Apologies, just checked and you're right.

Weird, cos the S2 seems like a much slimmer handset than the iphone4


----------



## Kid_Eternity (Oct 5, 2011)

cliche guevara said:


> Slimmer? It's already the slimmest smartphone on the market!



Yup. Ideally as slim as the touch.


----------



## Kid_Eternity (Oct 5, 2011)

cliche guevara said:


> Yes it is. At it's thickest point, the SGSII is 9.91mm, and the iPhone 4 is 9.3mm. The majority of the SGSII is only 8.71mm thick, but only one of those phones is sliding through a 9.4mm gap.



Yup Samsung got a smack on the hands a little while ago for falsely claiming it was the worlds slimmest phone.


----------



## cliche guevara (Oct 5, 2011)

Kid_Eternity said:


> Yup Samsung got a smack on the hands a little while ago for falsely claiming it was the worlds slimmest phone.


For 95% of it they'd be correct. That damn camera! But you can only judge slimness by the thickest point.


----------



## editor (Oct 5, 2011)

It's a lot lighter than the iPhone though. I don't want my phone to be any thinner than it already is. In fact, it's already too thin.


----------



## editor (Oct 5, 2011)

The prices are pretty steep for the new 4S: they start at half a grand for the 16GB version. Ouch!

*update to add: so almost all of those 'exclusive's and leaks about the (ahem) iPhone5 proved to be total tosh again. Surely punters will get the picture soon?


----------



## Gromit (Oct 5, 2011)

editor said:


> The prices are pretty steep for the new 4S: they start at half a grand for the 16GB version. Ouch!
> 
> *update to add: so almost all of those 'exclusive's and leaks about the (ahem) iPhone5 proved to be total tosh again. Surely punters will get the picture soon?

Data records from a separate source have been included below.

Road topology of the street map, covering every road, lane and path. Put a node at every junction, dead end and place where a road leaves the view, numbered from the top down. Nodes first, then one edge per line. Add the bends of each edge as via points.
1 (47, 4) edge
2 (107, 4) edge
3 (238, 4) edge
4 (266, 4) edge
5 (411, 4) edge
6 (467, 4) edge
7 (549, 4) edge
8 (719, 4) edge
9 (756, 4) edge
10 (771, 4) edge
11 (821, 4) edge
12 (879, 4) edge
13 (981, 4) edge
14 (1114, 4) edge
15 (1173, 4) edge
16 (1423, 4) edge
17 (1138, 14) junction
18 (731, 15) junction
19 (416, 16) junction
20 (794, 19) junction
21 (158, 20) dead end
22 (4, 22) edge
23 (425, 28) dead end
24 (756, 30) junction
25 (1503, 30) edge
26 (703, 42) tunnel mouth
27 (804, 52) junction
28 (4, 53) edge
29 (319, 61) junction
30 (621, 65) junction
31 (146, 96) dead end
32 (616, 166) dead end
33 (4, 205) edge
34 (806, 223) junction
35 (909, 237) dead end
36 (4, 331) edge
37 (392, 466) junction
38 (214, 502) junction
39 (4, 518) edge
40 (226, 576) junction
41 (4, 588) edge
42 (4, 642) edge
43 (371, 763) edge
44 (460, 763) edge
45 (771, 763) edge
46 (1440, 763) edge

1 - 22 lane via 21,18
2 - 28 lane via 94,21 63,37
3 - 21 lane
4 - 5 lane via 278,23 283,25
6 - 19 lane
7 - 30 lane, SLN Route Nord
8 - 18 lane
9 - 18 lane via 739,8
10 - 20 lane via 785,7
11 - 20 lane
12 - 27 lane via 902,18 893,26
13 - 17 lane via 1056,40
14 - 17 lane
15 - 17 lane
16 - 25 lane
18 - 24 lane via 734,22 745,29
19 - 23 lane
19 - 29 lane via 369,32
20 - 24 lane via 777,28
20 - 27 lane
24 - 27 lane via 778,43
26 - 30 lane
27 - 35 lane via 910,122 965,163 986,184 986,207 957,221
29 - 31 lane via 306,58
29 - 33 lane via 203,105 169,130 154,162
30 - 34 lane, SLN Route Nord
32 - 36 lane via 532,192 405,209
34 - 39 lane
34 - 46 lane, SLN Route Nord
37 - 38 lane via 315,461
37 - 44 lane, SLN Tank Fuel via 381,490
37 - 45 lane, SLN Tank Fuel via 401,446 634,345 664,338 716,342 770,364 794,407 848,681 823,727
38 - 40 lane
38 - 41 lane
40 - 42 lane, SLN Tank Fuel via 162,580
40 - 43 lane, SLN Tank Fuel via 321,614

Unlocked? If so thats about norm isn't it?

If not then thats silly money.


----------



## strung out (Oct 5, 2011)

£500 is a shit load when it's main competitors are knocking out better phones for £400 though


----------



## Cid (Oct 5, 2011)

editor said:


> The prices are pretty steep for the new 4S: they start at half a grand for the 16GB version. Ouch!
> 
> *update to add: so almost all of those 'exclusive's and leaks about the (ahem) iPhone5 proved to be total tosh again. Surely punters will get the picture soon?



But ed, you could have an 8gb iPhone 4 for only £429... How can you complain?


----------



## editor (Oct 5, 2011)

Gromit said:


> Unlocked? If so thats about norm isn't it?
> 
> If not then thats silly money.


You can pick up the arguably superior Samsung Galaxy S2 for a £100 less.


----------



## Structaural (Oct 5, 2011)

editor said:


> ...about the (ahem) iPhone5 proved to be total tosh again. Surely punters will get the picture soon?



Apple rarely retool on a yearly basis. We'll see the iPhone 5 next year I reckon. I'll be sticking with my 4.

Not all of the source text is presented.